В Сеноне есть невероятная церковь. Напротив, в кафе, слышны были голоса, я зашел туда, заказал кофе и сэндвич, чтобы поглядеть на местных молодых бездельников. Один из них так плохо играет в бильярд, что начинает жульничать, хотя он играет сам с собой. Растерянный алжирец сидел со мной за одним столом и не решался что-нибудь заказать, потому что не мог прочесть меню. Перед кафе стоит новехонький «ситроен» с огромным тюком сена на крыше.

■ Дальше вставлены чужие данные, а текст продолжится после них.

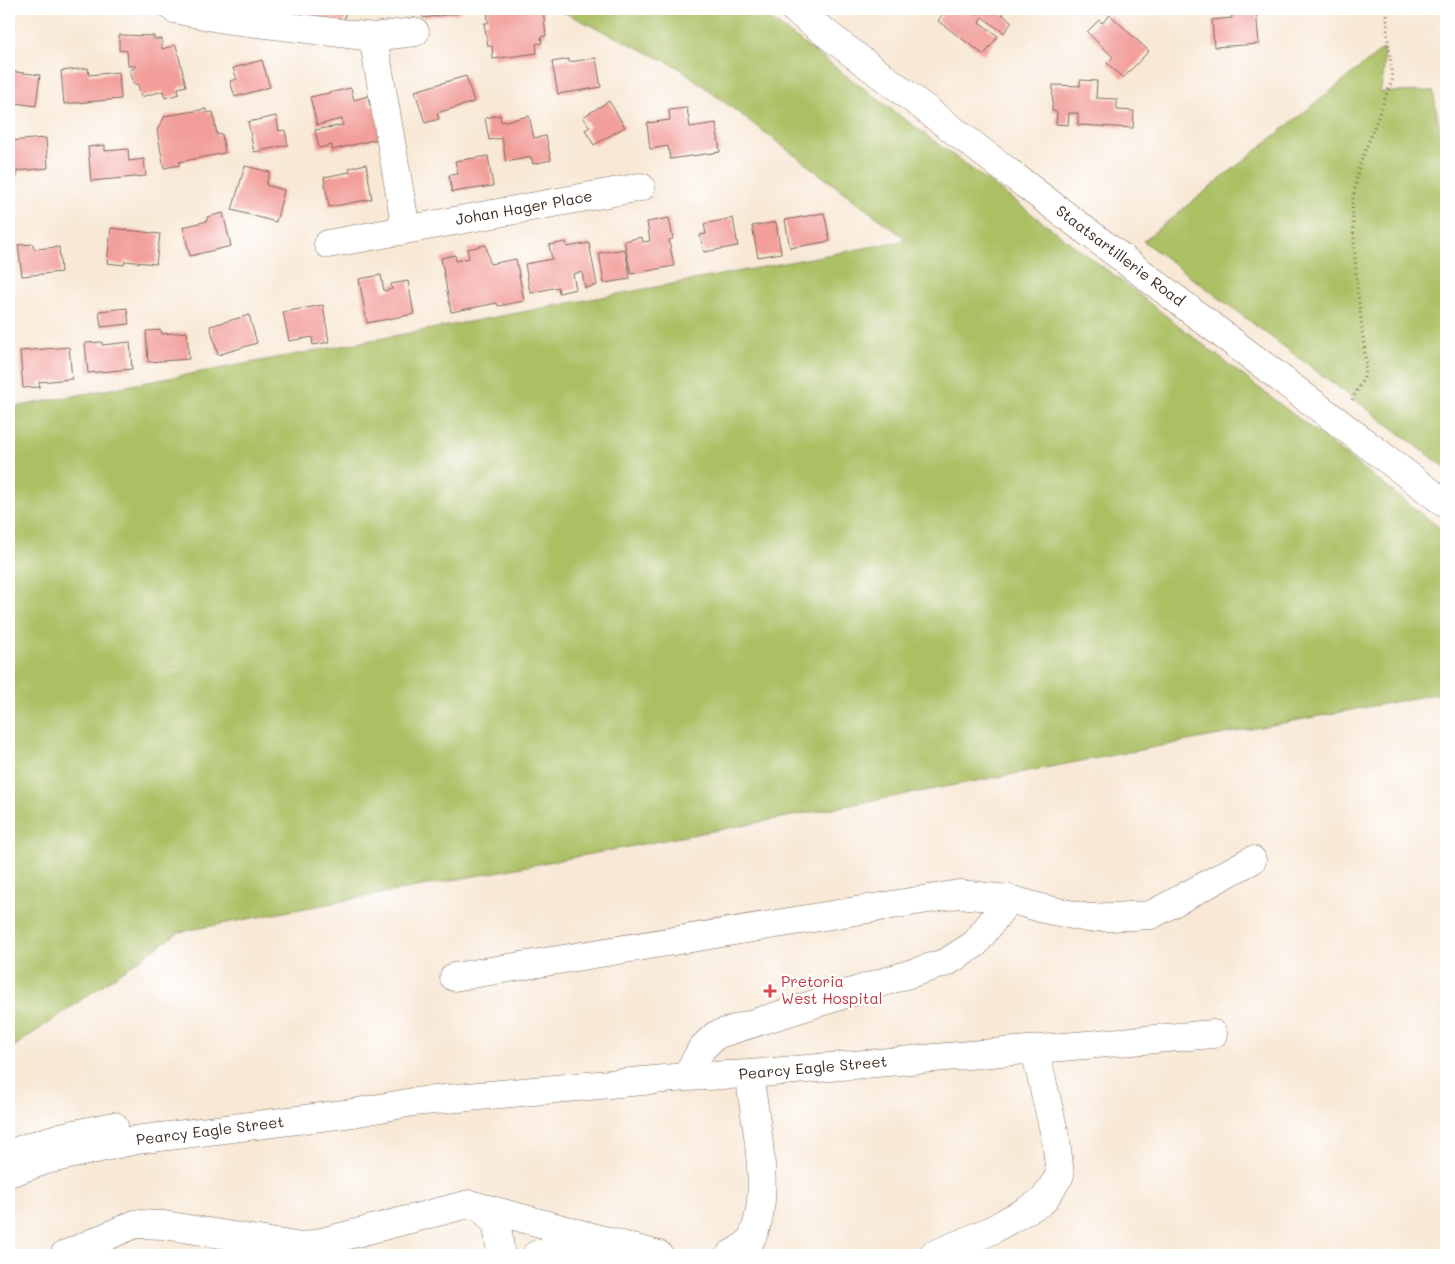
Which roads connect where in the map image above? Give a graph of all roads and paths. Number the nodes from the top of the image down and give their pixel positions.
1 (174, 9) edge
2 (794, 9) edge
3 (1388, 9) edge
4 (227, 14) edge
5 (415, 32) dead end
6 (373, 37) junction
7 (641, 187) dead end
8 (406, 229) junction
9 (328, 244) dead end
10 (1338, 422) junction
11 (1446, 504) edge
12 (1252, 860) dead end
13 (1009, 899) junction
14 (454, 977) dead end
15 (1213, 1034) dead end
16 (1035, 1050) junction
17 (749, 1074) junction
18 (686, 1077) junction
19 (413, 1102) junction
20 (9, 1153) edge
21 (9, 1173) edge
22 (482, 1208) junction
23 (588, 1236) junction
24 (102, 1247) edge
25 (632, 1252) edge
26 (64, 1255) edge
27 (501, 1255) edge
28 (536, 1255) edge
29 (659, 1255) edge
30 (730, 1255) edge
31 (933, 1255) edge

1 - 4 street
2 - 10 street, Staatsartillerie Road
3 - 10 path
4 - 6 street
5 - 6 street
6 - 8 street
7 - 8 street, Johan Hager Place
8 - 9 street, Johan Hager Place
10 - 11 street, Staatsartillerie Road
12 - 13 street
13 - 14 street
13 - 18 street
15 - 16 street, Pearcy Eagle Street
16 - 17 street, Pearcy Eagle Street
16 - 31 street
17 - 18 street, Pearcy Eagle Street
17 - 30 street
18 - 19 street, Pearcy Eagle Street
19 - 20 street, Pearcy Eagle Street
19 - 21 street, Pearcy Eagle Street
22 - 23 street
22 - 24 street
22 - 27 street
23 - 25 street
23 - 28 street
24 - 26 street
25 - 29 street

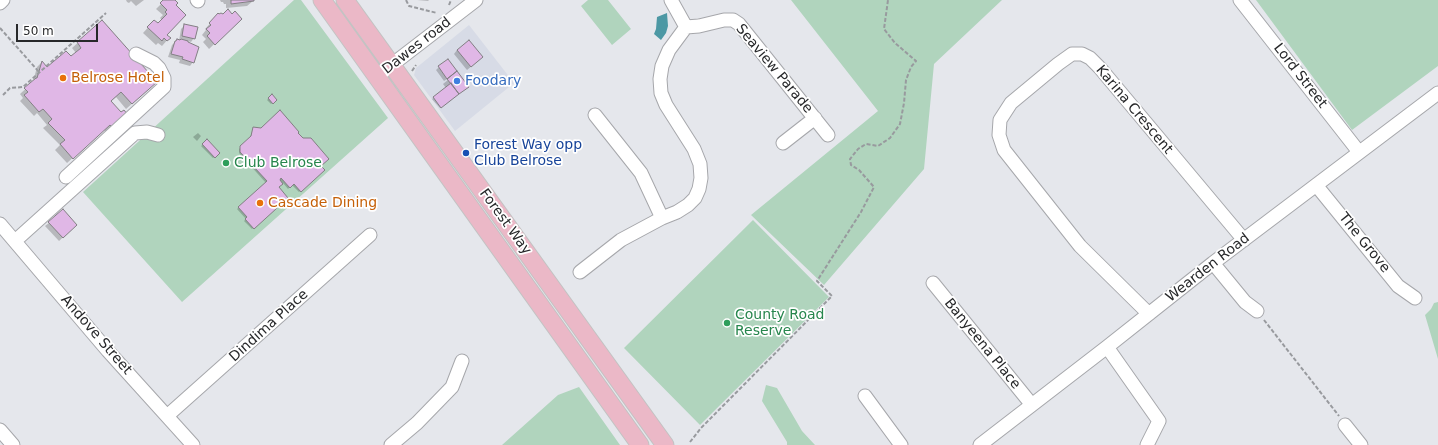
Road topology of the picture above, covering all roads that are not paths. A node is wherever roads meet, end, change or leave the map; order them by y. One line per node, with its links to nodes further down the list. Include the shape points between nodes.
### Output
1 (3, 0): 7 (street)
2 (322, 0): 11 (main road, Forest Way)
3 (346, 0): 10 (main road, Forest Way)
4 (476, 0): 10 (street, Dawes road)
5 (671, 0): 8 (street)
6 (1240, 0): 18 (street, Lord Street)
7 (0, 3)
8 (686, 27): 14 (street, Seaview Parade, via 724,20 733,20 739,24); 21 (street, via 669,50 662,66 660,93 694,149 700,164 701,178 695,198 677,212)
9 (136, 54): 19 (street, via 159,68 164,78 164,87)
10 (393, 65): 11 (street, Dawes road); 43 (main road, Forest Way)
11 (376, 77): 42 (main road, Forest Way)
12 (1437, 95): 18 (street, Wearden Road)
13 (595, 115): 21 (street, via 642,173)
14 (815, 118): 16 (street, Seaview Parade); 17 (street, Seaview Parade)
15 (158, 135): 25 (street, via 147,132 135,133)
16 (828, 135)
17 (783, 143)
18 (1359, 152): 20 (street, Wearden Road)
19 (66, 177)
20 (1316, 185): 24 (street, Wearden Road); 29 (street, The Grove, via 1398,286)
21 (662, 218): 27 (street, via 621,240)
22 (0, 224): 25 (street, Andove Street)
23 (370, 236): 36 (street, Dindima Place)
24 (1244, 240): 26 (street, Wearden Road); 31 (street, Karina Crescent, via 1090,58 1082,54 1072,54 1058,64 1010,103 1000,120 1004,150 1080,246)
25 (14, 241): 36 (street, Andove Street)
26 (1213, 263): 30 (street, via 1245,302); 31 (street, Wearden Road)
27 (580, 272)
28 (933, 283): 35 (street, Banyeena Place)
29 (1415, 298)
30 (1257, 311)
31 (1149, 314): 32 (street, Wearden Road)
32 (1106, 347): 35 (street, Wearden Road); 46 (street, via 1159,421)
33 (462, 361): 41 (street, via 452,387)
34 (865, 396): 44 (street)
35 (1032, 405): 45 (street, Wearden Road)
36 (167, 416): 40 (street, Andove Street)
37 (1346, 425): 47 (street)
38 (0, 430): 39 (street)
39 (13, 445)
40 (193, 445)
41 (391, 445)
42 (640, 445)
43 (665, 445)
44 (901, 445)
45 (980, 445)
46 (1147, 445)
47 (1361, 445)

В Раон-л’Этапе я долго размышляю, имеет ли смысл идти дальше; до следующего более крупного городка не меньше 20 км, здесь все довольно раскидано. Небольшая гостиница, с виду весьма симпатичная, положила конец размышлениям, мне давно уже пора как следует помыться. Позвонил с почты в Мюнхен, новости на сей раз были получше. На последнем участке пути сюда грузовики катили вереницей один за другим и нагоняли страх. Окраина городка с железнодорожными путями и бумажной фабрикой выглядела не слишком привлекательно, но по мере приближения к центру напряжение начало спадать. Четыре подростка в баре играли в настольный футбол с такой грубой, неистовой силой, какой я еще в жизни не встречал. Голоса здесь звучат громко, но так, что это не вызывает неприятных чувств. Мартье говорит, что была буря с градом и что сегодня она собирается делать печеные яблоки. Каблуки на моих башмаках совсем уже сбились, но подошвы еще в порядке, дыра на свитере, протертая вещмешком, стала больше. Сегодня, по дороге в Сенон, я вел пространные диалоги с самим собой и воображаемыми собеседниками. Над холмами все еще низкие тучи. Холмы становятся ниже, у них нет другого выбора. С ахилловым сухожилием мне нужно быть пока осторожным, припухлость еще осталась, но по ощущению воспаление уже не такое острое. Молодой человек, подпоясанный для пущего устрашения широким ремнем, какой носят воздушные десантники, с подчеркнутой лихостью засовывает спичку в рот и подсаживается к трем перепуганным несовершеннолетним девицам. У одной из них ногти накрашены ярко-голубым лаком. Тут же женщина, у которой все зубы золотые. До меня за этим столом кто-то курил, судя по пепельнице. Я как-то складываю французские фразы. Завтра, если не будет дождя, я, быть может, одолею 60 км за раз.
Пятница, 6.12
В кафе еще повсюду были перевернутые стулья на столах, но все же мне любезно выдали завтрак. Рядом со мной в пустом заведении, в котором сейчас в дальнем конце зала были только две уборщицы, сидела официантка и тоже завтракала, мы оба смотрели в одну сторону, в сторону улицы. Я хотел взглянуть на нее, но мы оба не решались потревожить друг друга взглядом, это было непозволительно и тому была скрытая, непреодолимо весомая причина. Она, я был в этом уверен, находилась во власти той же непреодолимой силы. Она неотрывно смотрела перед собой, непреодолимая сила сковала нас обоих. Я стоял в очереди перед чем-то вроде киоска на углу улицы, я вижу перед глазами этот киоск. Я стоял в очереди, чтобы купить пленку для полнометражного игрового фильма, дело было в субботу, перед самым закрытием лавки, которая работала до пяти, а в воскресенье я хотел снять целый фильм. В киоске было много всякой всячины, в том числе и лакрица. И тут вдруг тип, находившийся внутри, здоровенный толстяк в свитере с горлом, опускает роллет, ровно в пять часов, секунда в секунду, и закрывается прямо перед моим носом, хотя я полчаса простоял в очереди и он наверняка это видел. И это при том, что мне нужен весь «Кодак», который у него имеется в киоске. Тогда я сразу же зашел сбоку и ткнулся в дверь, которая была такой маленькой, что человек едва ли мог пройти в нее, не сгибаясь. Я не за лакрицей пришел, сказал я, мне нужна вся пленка, которая у него есть в наличии. Тут этот тип вышел из киоска, прислонился к стене ближайшего дома и сказал, что сейчас уже пять и он закрыт. При этом он сопровождал каждое слово такими немыслимыми, невероятными, дикими жестами, вскидывая руки над головой, что я в этот момент понял: ничего не случится, если я куплю пленку только в понедельник. Хорошо, сказал я, подкрепив свои слова такими же устрашающими жестами, тогда я приду в понедельник. Мы оба еще какое-то время дико жестикулировали, отвечая на то, что у каждого из нас вертелось в голове, а потом разошлись.